Director: Paul Haggis
Release Date: May 6th, 2005
Starring: Sandra Bullock, Don Cheadle, Matt Dillon
From IMDB: Los Angeles citizens with vastly separate lives collide in interweaving stories of race, loss and redemption.
When I first saw this film, it made me so incredibly uncomfortable that I never wanted to watch it again. However, at the time, I thought I simply had the wrong impression of the film. After all, it won Best Picture and so of course it was supposed to be this amazingly powerful production. But I still didn’t like it and I found myself not wanting to like. And it wasn’t until years later that I realized something incredible.
I took a step back and really thought about why it made me uncomfortable and why I wasn’t able to appreciate the “genius” behind the film. This film shows blatant racism, a crooked justice system, gun violence and prejudice in almost every form. There were vivid scenes of sexism and sexual assault interlaced with racism and the horrible feeling of not having the power to stop it. It was scenes like those that haunted me and caused me to want to push it down and as far away in my subconscious as possible. However, the more I thought about it, the more my reaction to the film seem justified but my wanting to push it to the side did not.

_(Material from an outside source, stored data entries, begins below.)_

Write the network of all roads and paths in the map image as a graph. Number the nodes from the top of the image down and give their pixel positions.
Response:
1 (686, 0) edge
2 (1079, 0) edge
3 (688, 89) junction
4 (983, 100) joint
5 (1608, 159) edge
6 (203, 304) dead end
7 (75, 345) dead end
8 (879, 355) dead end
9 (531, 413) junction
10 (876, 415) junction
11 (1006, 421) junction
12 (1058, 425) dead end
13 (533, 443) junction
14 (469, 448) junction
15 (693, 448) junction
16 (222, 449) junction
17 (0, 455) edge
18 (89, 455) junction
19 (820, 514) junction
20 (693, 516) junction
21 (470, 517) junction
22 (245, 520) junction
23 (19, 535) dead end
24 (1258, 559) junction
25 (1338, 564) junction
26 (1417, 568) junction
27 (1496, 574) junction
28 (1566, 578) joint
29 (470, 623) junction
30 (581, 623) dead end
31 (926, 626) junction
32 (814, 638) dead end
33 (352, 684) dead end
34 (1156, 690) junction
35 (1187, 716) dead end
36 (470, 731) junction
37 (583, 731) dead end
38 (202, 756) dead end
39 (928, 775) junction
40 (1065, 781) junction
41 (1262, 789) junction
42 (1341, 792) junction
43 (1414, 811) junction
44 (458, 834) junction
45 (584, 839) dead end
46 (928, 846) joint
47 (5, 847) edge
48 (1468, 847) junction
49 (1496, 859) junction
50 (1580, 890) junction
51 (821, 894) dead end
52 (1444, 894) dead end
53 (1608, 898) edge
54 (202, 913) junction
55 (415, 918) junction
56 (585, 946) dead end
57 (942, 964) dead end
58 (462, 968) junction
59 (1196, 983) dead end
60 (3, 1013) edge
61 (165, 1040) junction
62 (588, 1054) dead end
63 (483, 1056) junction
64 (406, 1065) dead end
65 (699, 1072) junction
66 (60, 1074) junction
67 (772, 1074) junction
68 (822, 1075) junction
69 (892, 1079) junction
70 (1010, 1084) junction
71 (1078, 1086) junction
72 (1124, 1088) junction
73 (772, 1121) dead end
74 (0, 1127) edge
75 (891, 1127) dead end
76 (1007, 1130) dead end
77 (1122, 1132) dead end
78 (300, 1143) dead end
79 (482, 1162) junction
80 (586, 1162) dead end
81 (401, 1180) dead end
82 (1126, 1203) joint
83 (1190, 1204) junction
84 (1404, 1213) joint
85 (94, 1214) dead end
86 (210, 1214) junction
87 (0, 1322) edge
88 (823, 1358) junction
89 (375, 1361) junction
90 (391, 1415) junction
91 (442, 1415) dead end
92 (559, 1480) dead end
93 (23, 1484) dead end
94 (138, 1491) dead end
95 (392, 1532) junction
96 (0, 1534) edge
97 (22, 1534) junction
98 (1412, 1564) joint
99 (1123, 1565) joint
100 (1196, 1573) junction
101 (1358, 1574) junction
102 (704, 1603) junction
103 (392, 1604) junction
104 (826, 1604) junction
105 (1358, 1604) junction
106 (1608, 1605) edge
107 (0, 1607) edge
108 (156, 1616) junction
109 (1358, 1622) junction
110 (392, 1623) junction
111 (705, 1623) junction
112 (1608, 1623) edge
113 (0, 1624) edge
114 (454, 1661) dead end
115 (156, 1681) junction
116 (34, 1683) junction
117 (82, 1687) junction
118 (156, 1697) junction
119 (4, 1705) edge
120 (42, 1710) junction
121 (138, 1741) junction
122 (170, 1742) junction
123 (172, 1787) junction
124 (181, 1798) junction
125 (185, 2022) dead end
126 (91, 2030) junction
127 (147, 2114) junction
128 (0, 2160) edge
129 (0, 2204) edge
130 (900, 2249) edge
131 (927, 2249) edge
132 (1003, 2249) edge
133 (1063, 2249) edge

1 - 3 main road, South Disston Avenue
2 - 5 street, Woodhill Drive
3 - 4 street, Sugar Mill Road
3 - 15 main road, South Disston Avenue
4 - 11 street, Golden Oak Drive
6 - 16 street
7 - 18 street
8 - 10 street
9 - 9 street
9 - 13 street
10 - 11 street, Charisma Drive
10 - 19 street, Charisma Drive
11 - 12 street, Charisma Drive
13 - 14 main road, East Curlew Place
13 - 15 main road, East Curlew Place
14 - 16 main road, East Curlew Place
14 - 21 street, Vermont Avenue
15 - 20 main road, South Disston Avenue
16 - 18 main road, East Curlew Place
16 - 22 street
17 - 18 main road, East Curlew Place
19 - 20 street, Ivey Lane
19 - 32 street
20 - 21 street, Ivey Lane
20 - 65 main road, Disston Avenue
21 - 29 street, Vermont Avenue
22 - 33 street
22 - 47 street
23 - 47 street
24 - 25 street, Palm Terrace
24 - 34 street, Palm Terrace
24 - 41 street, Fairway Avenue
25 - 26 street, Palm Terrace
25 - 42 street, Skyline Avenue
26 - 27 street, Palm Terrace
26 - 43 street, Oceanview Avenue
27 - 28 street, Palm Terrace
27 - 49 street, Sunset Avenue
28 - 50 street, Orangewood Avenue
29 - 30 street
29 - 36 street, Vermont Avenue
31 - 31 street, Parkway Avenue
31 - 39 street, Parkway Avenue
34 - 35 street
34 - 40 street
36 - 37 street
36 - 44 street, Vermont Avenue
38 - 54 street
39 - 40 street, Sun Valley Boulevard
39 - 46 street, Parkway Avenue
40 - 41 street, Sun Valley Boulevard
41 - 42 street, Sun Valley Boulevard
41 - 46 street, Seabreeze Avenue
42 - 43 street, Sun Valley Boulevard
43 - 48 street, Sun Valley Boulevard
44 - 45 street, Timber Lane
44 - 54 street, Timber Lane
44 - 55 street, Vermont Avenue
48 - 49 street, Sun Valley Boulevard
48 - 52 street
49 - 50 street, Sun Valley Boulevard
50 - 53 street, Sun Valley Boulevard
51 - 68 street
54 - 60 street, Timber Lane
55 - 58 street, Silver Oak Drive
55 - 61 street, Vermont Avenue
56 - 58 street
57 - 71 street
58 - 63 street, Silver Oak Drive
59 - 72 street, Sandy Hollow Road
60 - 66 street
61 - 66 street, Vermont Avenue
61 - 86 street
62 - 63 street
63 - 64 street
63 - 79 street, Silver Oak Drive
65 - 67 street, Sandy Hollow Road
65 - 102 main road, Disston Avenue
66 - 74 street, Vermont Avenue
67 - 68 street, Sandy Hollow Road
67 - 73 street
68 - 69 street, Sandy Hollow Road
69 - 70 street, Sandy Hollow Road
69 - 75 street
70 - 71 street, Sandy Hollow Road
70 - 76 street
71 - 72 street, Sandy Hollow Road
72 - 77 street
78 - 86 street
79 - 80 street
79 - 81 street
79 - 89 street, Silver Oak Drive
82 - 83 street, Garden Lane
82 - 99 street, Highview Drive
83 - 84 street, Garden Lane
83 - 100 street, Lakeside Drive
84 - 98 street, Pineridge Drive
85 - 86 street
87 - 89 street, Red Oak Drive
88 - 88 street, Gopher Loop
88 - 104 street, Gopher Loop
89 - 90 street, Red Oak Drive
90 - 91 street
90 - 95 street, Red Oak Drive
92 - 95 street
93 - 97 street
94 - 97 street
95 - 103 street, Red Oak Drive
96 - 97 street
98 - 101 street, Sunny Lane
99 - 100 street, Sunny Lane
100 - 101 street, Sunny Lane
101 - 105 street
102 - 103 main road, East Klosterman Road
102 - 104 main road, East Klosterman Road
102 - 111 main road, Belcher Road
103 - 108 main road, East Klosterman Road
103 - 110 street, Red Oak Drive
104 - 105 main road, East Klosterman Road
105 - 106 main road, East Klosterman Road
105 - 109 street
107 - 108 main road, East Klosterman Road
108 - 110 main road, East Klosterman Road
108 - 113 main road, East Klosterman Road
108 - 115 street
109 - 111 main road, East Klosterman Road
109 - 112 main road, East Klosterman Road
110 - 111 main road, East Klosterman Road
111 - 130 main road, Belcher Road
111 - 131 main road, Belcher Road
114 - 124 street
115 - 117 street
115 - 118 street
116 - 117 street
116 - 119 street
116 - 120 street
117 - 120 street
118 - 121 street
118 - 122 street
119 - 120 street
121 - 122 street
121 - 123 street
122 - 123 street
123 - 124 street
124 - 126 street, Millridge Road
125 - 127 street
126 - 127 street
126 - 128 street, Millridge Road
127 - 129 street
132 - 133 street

Racism, violence, sexual abuse and prejudice should always make people feel uncomfortable. We should never be okay with those types of things happening to ourselves or to others. We should never find ourselves in a situation where we think that those things just happen and that they’re a part of life. We should never be in this mindset that “life just isn’t fair. So why should we do anything about it?” That being said, I realized that I can’t just ignore this film because of how much it twisted my insides. This film is important for that exact reason. It shows an ugly and heartbreaking depiction of the world and yet it is showing reality. A reality that we cannot choose to forget or pretend does not exist. The only way to overcome these harsh realities is to admit that they happen and then find a way to make a change. For you cannot change what you do not see.
Crash is powerful and heartbreaking and shows us that we should never be comfortable with racism, prejudice and violence.